Fiscalité patrimoniale : la cour de cassation et le conseil d’Etat mettent de plus en plus en cause les personnes morales dans les opérations patrimoniales !

Deux décisions récentes doivent attirer l’attention des conseils du chef d’entreprise dans la qualité de leur accompagnement.

S’il est parfois difficile pour l’administration fiscale de venir remettre en cause une solution juridique ou patrimoniale en qualifiant l’abus de droit ou encore l’acte anormal de gestion dont serait auteur le contribuable personne physique, elle n’hésitera pas à trouver un terrain plus fertile en exposant directement les sociétés à des redressements.

N’oublions pas de protéger les actionnaires aussi bien les sociétés et ainsi d’analyser et d’évaluer les opérations réalisées entre un associé et la ou les sociétés dont il est actionnaire.

1/ Premier exemple

Le chef d’entreprise, dans le cadre de la restructuration de son patrimoine professionnel, peut-être conduit à apporter à une société des biens ou encore des titres d’une autre société que ce soit en pleine propriété, en usufruit ou plus rarement en nue-propriété.

Dans quelle mesure la société bénéficiaire de ces apports pourrait-elle être redressée par l’administration fiscale ?

L’administration fiscale peut être conduite à redresser la société bénéficiaire de l’apport si elle établit d’une part un écart significatif entre la valeur d’apport et la valeur réelle des biens ou droits apportés et d’autre part, que l’intention de l’apporteur était d’octroyer une libéralité à la société bénéficiaire.

Or, la jurisprudence semble considérer que l’écart peut être considéré comme significatif dès lors qu’il se situe autour des 20%. Quant à l’intention libérale, elle peut être présumée lorsque les parties sont en relation d’intérêt (CE, 5 janv. 2005, n° 254556, Sté Raffypack).

2/ Deuxième exemple : Société Cérès (CE 9 mai 2018 n°387071)

Monsieur X, dans le cadre de la transmission de son entreprise à son fils, consent à une société Holding dont ce dernier est associé, l’apport d’une partie des titres détenus dans sa société d’exploitation.

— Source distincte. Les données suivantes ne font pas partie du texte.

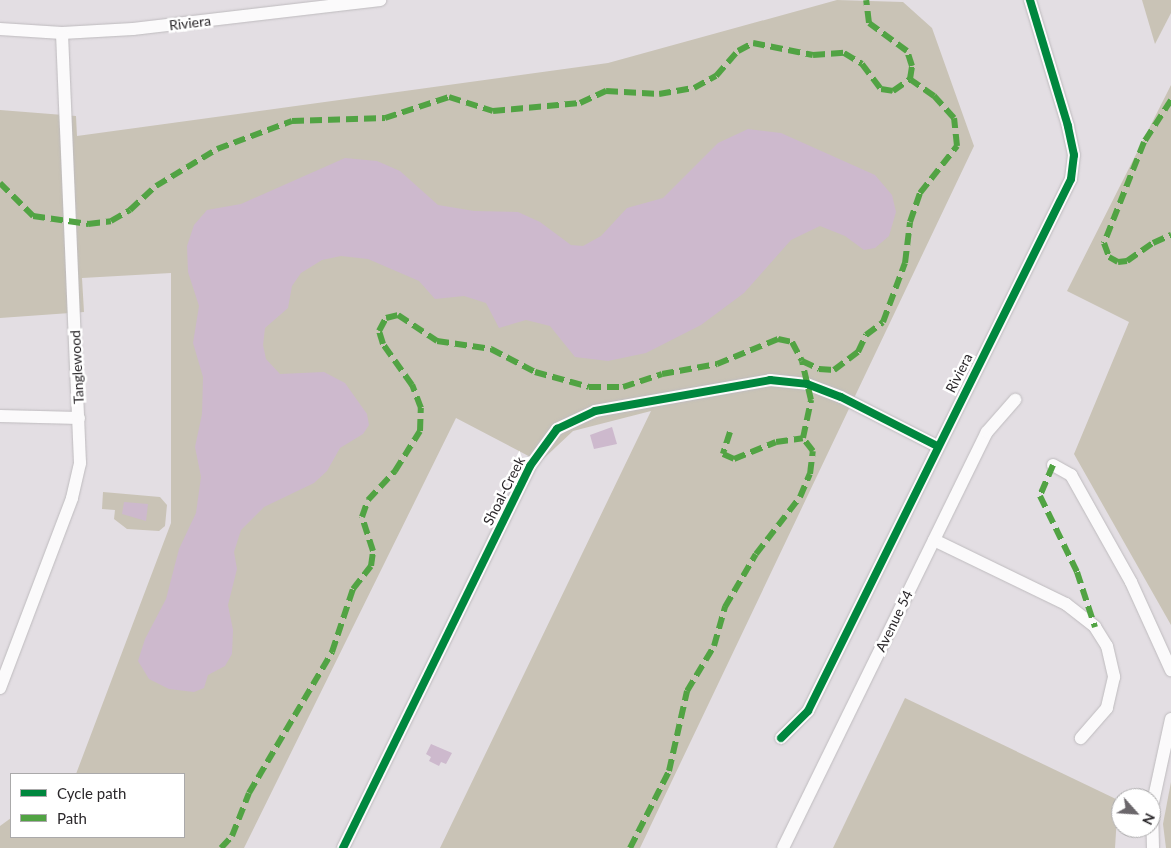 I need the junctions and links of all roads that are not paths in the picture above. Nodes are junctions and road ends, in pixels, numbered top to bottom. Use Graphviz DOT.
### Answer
graph roads {
  1 [pos="380,0"];
  2 [pos="1030,0"];
  3 [pos="0,29"];
  4 [pos="62,33"];
  5 [pos="1015,400"];
  6 [pos="0,416"];
  7 [pos="79,418"];
  8 [pos="937,446"];
  9 [pos="1054,465"];
  10 [pos="934,540"];
  11 [pos="1171,670"];
  12 [pos="0,688"];
  13 [pos="1171,719"];
  14 [pos="781,738"];
  15 [pos="1081,738"];
  16 [pos="343,848"];
  17 [pos="783,848"];
  18 [pos="1153,848"];
  1 -- 4 [label="street, Riviera"];
  2 -- 8 [label="street, Riviera"];
  3 -- 4 [label="street, Riviera"];
  4 -- 7 [label="street, Tanglewood"];
  5 -- 10 [label="street, Avenue 54"];
  6 -- 7 [label="street"];
  7 -- 12 [label="street, Tanglewood"];
  8 -- 14 [label="street, Riviera"];
  8 -- 16 [label="street, Shoal-Creek"];
  9 -- 11 [label="street"];
  10 -- 15 [label="street"];
  10 -- 17 [label="street, Avenue 54"];
  13 -- 18 [label="street"];
}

L’administration fiscale redresse la Holding bénéficiaire de l’apport au motif d’une part que la valeur vénale des titres apportés est supérieure de plus d’un tiers à leur valeur d’apport et d’autre part, que l’intention libérale de l’apporteur ne peut être présumée. Pour l’administration fiscale, l’opération confère donc à la Holding un avantage à titre gratuit constitutif d’une libéralité. Le Conseil d’Etat suit l’administration fiscale.

Il décide alors de faire prévaloir l’autonomie de la personnalité morale, pour apprécier le bénéfice de l’opération pour la société et rejette l’argument présenté par le redevable qui contestait qu’un appauvrissement résulte pour lui de l’apport dans la mesure où les titres de la holding qu’il recevait en échange avaient nécessairement une valeur vénale identique à celui-ci.

3/ Troisième exemple : CAA Dijon 5 mai 2011

La renonciation à un usufruit au profit d’une société est constitutive d’une donation faite à cette même société, et non aux associés de cette dernière, qui étaient en l’espèce les enfants du donateur.

4/ Quatrième exemple : Cass. com., 10 avril 2019, n°17-19.733

La société Holding A détient la nue-propriété de parts d’une société B dont Madame Y détient l’usufruit. Les associés de la Holding ne sont autres que les enfants de Madame Y.

En 2006, cette dernière décide d’abandonner les parts de la société B à la Holding A et ce sans contrepartie financière.

L’administration fiscale met en recouvrement la société Holding A. Après que la Cour d’Appel de Chambéry (CA Chambéry, 11 avril 2017, n°15/01707) ait suivi dans ses arguments l’administration fiscale, les contribuables se pourvoient en cassation. Les demandeurs font alors valoir devant la cour de cassation que si l’abandon d’usufruit pouvait être constitutif d’une donation indirecte, seuls les enfants pouvaient être qualifiés de donataires.

La cour de cassation rejette alors le pourvoi au motif que « l’arrêt constate que l’usufruit dont Mme S. a fait l’abandon sans contrepartie n’était pas dépourvu de valeur, que cet abandon la privait de tout pouvoir de décision au sein de la société et que, s’il profitait aux associés en leur permettant de céder leurs actions, la société l’avait immédiatement accepté et avait perçu les dividendes lui revenant dès leur mise en distribution ».

La Cour de cassation en conclut alors que Madame Y avait souhaité gratifier la Holding A en augmentant la valeur de ses actions dans la société B et que par conséquent cette première était bénéficiaire de la donation intervenue en sa faveur et non au bénéfice des enfants de Madame Y.